# Exercise input
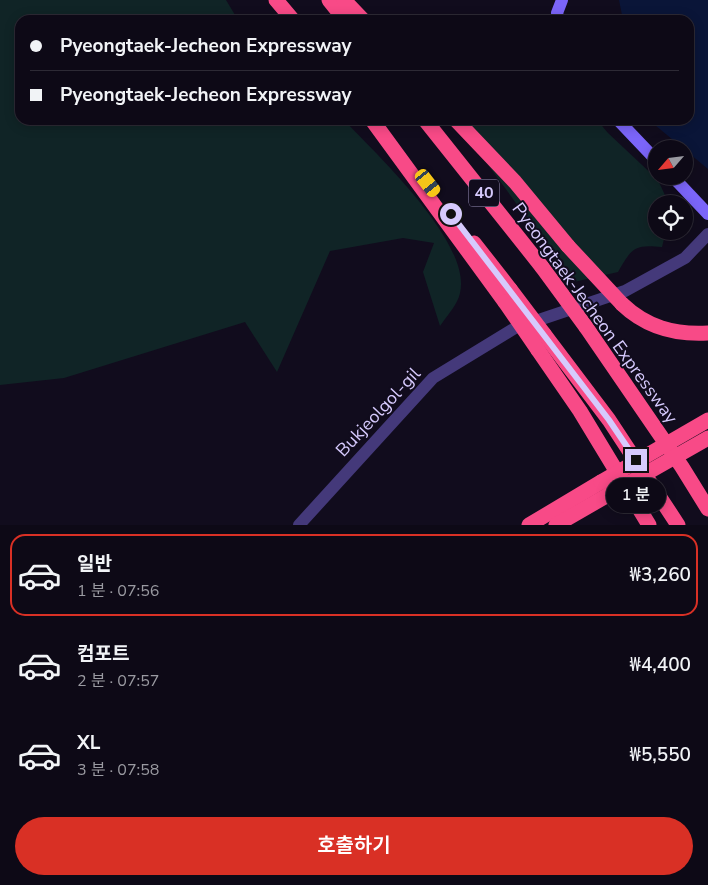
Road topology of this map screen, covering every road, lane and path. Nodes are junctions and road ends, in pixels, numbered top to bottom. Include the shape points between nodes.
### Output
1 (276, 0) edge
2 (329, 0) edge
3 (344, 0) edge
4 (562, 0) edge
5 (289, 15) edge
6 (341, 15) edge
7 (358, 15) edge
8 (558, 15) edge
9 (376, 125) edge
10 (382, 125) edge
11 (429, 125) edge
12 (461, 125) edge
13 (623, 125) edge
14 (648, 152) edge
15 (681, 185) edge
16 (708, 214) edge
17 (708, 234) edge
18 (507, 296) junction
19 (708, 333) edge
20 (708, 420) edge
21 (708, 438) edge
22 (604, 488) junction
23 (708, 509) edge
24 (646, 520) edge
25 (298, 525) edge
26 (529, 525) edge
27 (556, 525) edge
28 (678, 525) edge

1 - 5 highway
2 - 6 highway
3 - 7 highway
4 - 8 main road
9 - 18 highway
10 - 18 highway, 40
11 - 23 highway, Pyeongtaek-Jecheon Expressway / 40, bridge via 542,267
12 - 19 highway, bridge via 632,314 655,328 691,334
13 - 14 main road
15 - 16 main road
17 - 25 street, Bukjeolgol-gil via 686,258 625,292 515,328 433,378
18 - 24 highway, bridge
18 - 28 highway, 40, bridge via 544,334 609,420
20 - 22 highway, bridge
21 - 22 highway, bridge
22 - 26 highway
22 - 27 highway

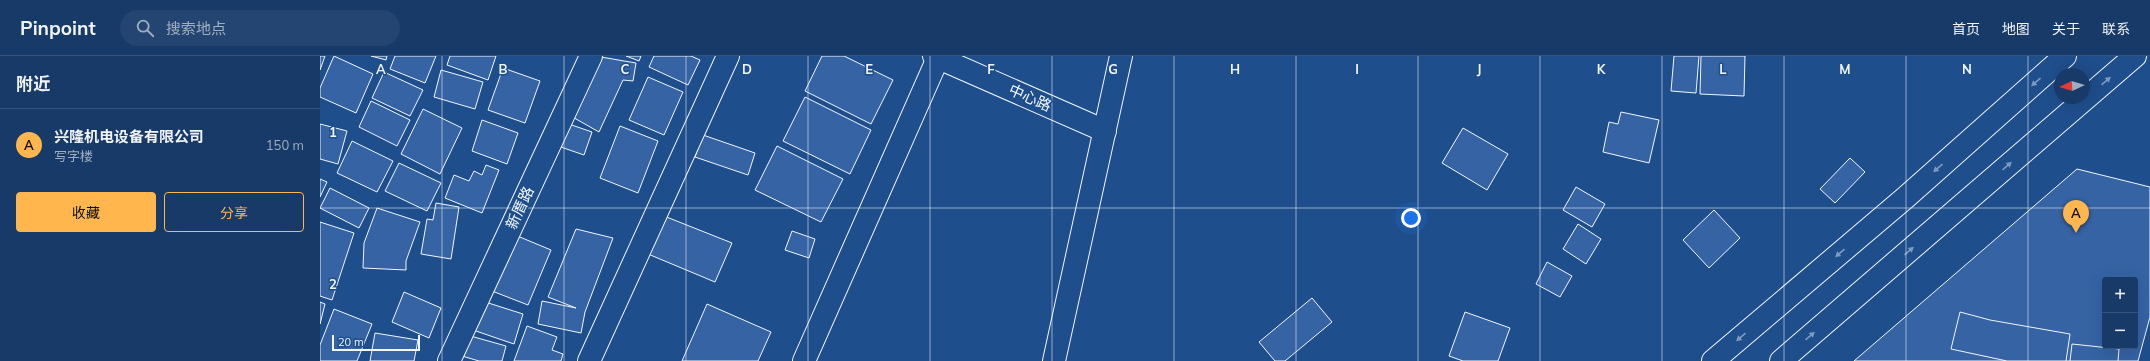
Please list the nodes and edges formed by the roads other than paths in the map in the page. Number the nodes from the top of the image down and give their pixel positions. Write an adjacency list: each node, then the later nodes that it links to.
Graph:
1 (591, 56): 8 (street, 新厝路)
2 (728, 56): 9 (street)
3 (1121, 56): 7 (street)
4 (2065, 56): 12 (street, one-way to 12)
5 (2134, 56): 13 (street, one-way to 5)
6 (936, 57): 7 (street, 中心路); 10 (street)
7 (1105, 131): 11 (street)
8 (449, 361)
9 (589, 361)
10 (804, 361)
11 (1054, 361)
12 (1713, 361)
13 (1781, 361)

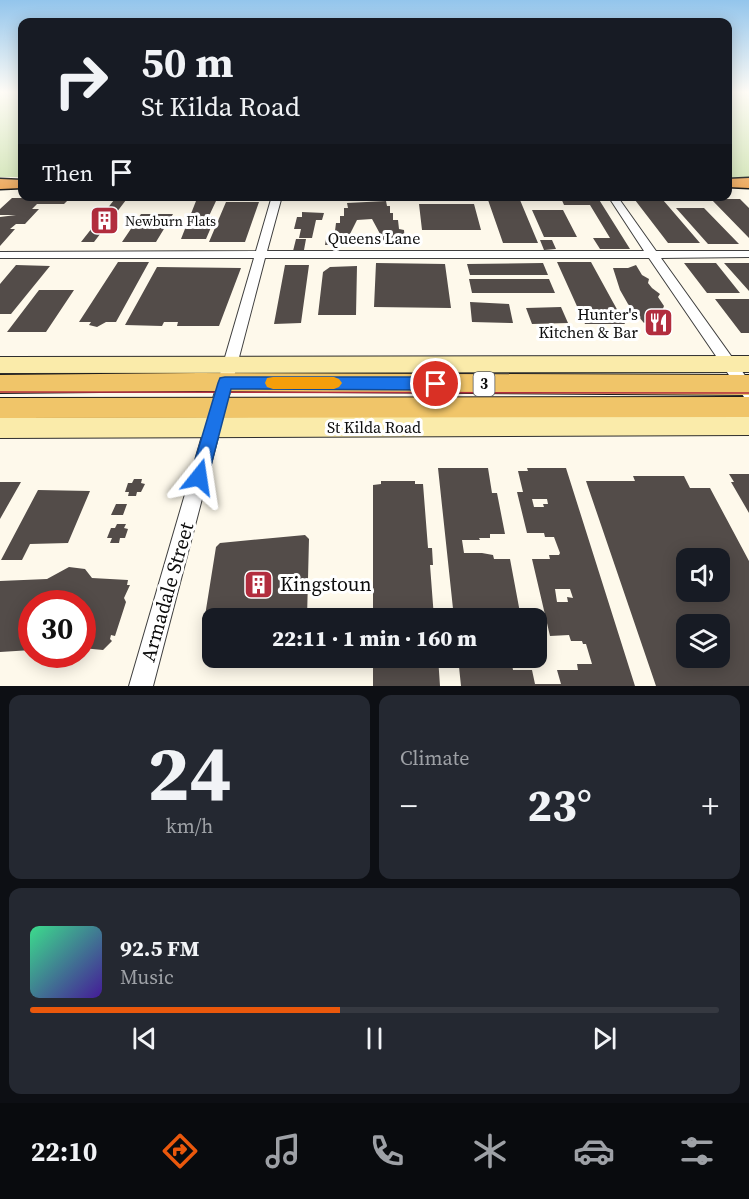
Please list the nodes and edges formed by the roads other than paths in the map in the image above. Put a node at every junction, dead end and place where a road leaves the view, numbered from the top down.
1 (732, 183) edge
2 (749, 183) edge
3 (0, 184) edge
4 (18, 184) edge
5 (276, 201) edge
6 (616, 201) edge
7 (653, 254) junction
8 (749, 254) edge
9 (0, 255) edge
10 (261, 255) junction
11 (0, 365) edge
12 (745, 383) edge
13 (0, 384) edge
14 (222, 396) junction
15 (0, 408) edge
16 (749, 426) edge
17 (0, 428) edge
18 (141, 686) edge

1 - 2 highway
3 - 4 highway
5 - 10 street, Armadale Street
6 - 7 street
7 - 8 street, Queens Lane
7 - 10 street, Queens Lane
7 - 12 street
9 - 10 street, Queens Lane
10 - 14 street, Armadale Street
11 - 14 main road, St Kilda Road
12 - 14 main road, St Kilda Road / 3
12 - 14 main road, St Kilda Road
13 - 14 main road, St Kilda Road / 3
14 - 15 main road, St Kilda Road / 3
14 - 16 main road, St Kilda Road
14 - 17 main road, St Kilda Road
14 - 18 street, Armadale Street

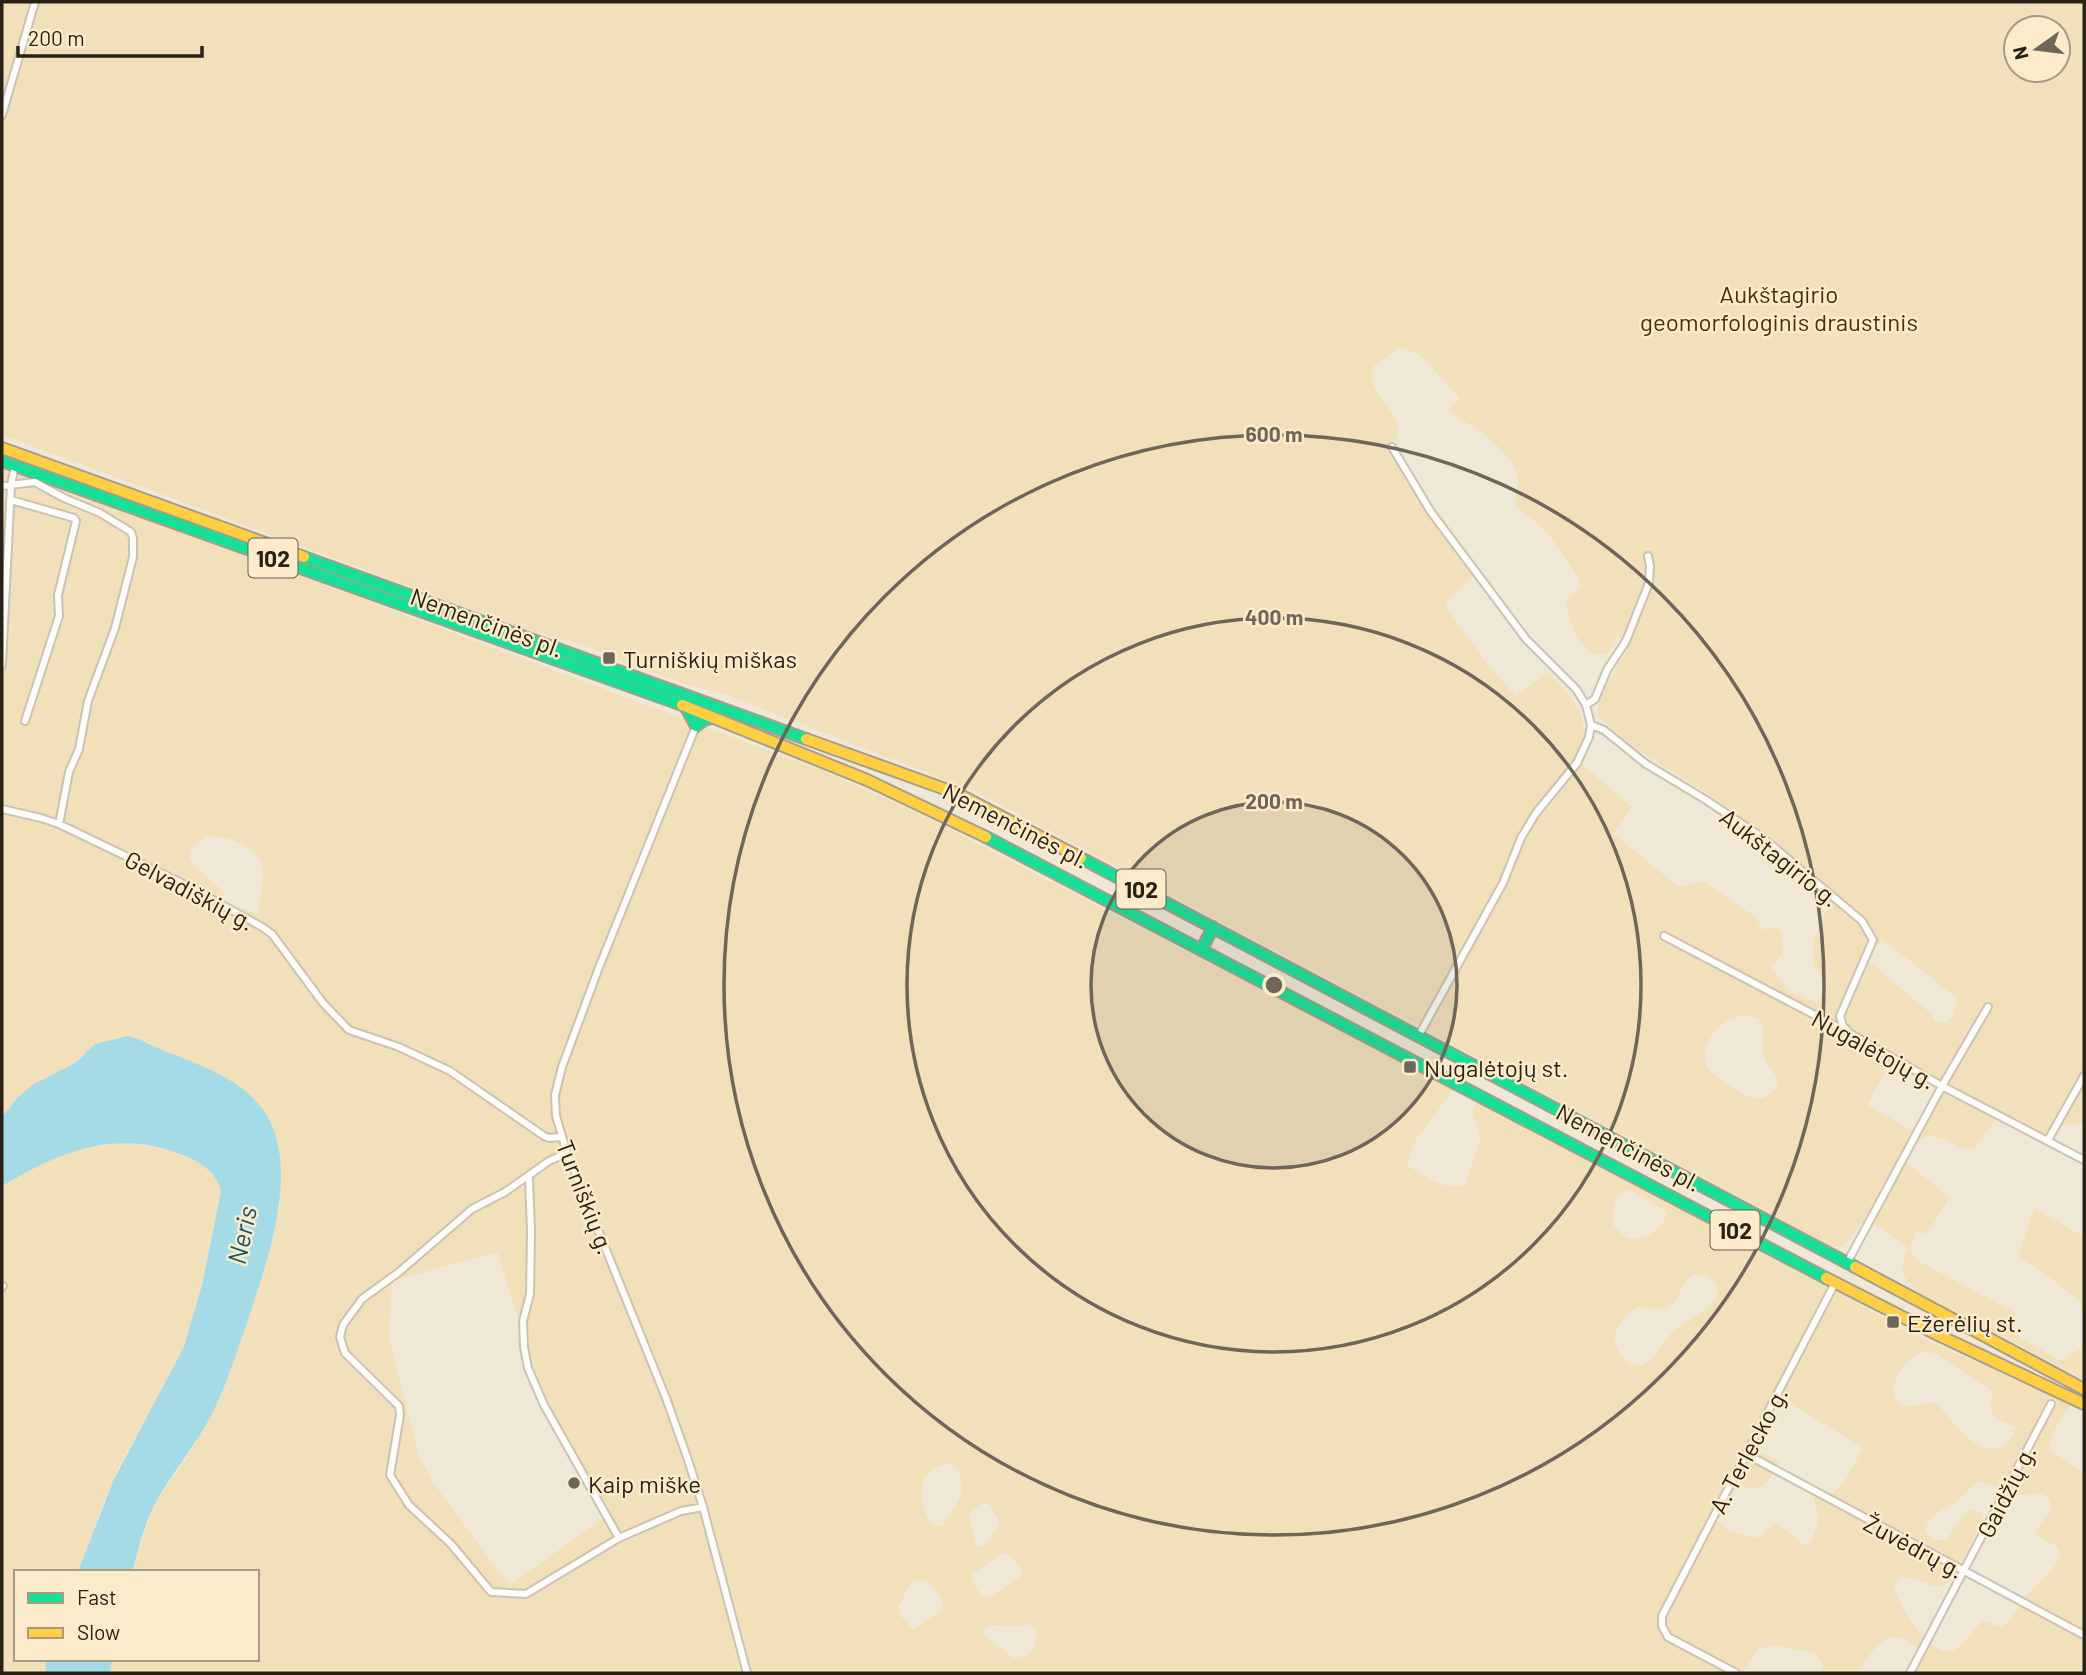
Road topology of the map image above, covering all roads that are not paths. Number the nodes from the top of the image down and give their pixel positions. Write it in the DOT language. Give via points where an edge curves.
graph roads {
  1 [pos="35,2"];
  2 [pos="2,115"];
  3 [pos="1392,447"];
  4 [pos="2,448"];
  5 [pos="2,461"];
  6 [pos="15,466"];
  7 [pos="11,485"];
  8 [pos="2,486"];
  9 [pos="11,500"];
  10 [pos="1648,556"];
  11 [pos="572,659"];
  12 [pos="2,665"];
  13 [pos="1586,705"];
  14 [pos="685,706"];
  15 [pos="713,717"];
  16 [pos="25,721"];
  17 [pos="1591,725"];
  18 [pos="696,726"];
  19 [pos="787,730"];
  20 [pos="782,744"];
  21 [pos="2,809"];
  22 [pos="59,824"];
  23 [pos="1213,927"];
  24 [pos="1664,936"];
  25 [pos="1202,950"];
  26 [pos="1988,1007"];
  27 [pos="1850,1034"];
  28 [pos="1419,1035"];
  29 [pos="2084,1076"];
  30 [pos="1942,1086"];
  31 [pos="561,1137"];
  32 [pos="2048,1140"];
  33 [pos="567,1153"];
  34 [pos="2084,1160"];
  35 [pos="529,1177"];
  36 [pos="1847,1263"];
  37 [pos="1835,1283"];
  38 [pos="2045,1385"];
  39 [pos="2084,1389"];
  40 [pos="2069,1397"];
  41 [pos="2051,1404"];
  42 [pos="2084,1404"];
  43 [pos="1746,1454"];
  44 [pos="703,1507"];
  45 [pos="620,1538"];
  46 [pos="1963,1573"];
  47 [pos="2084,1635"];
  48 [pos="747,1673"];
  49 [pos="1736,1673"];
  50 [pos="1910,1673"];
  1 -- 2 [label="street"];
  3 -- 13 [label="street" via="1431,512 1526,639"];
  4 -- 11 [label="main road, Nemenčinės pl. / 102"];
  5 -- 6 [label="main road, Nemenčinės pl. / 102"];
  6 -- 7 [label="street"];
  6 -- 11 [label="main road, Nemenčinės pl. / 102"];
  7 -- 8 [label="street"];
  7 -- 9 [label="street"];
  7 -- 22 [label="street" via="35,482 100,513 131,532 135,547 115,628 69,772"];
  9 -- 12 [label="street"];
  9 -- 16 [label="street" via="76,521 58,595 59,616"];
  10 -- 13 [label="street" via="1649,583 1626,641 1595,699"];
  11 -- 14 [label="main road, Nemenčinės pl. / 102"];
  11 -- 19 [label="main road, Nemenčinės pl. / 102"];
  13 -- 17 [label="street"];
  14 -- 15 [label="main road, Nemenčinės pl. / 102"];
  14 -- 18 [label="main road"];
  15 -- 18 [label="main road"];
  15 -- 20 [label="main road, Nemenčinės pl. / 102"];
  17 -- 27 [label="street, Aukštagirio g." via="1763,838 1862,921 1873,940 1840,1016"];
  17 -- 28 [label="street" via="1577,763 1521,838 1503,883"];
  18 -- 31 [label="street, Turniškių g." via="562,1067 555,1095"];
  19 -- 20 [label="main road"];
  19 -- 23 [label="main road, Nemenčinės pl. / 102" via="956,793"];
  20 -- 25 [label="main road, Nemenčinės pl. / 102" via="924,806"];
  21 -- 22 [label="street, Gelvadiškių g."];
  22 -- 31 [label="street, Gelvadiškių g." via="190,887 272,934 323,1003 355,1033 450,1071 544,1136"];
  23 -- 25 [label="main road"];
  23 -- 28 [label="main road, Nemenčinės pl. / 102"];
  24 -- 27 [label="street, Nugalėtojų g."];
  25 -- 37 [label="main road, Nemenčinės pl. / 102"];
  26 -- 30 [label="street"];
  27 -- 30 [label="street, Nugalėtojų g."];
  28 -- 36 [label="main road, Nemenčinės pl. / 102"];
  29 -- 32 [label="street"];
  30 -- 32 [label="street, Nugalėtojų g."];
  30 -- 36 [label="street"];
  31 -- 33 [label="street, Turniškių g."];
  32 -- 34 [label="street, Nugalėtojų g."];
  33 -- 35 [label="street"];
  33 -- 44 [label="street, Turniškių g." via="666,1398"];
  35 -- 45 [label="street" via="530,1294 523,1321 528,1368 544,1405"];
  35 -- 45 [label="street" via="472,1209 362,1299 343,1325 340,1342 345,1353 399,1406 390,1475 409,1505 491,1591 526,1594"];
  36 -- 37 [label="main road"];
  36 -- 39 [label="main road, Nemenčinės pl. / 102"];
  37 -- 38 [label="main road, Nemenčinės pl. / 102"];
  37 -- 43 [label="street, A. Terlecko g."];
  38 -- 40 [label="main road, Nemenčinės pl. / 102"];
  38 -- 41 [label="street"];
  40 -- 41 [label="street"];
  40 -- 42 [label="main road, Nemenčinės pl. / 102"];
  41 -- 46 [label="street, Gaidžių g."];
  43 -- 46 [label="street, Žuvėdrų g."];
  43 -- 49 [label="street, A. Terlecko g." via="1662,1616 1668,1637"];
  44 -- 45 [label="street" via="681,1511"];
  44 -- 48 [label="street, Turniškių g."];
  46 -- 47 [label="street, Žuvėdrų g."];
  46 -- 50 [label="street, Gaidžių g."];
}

# Your assignment
Which lines in the material contain the word "every"? Pull each of them out.

# Answer to this task
Road topology of this map screen, covering every road, lane and path. Nodes are junctions and road ends, in pixels, numbered top to bottom. Include the shape points between nodes.
Please list the nodes and edges formed by the roads other than paths in the map in the image above. Put a node at every junction, dead end and place where a road leaves the view, numbered from the top down.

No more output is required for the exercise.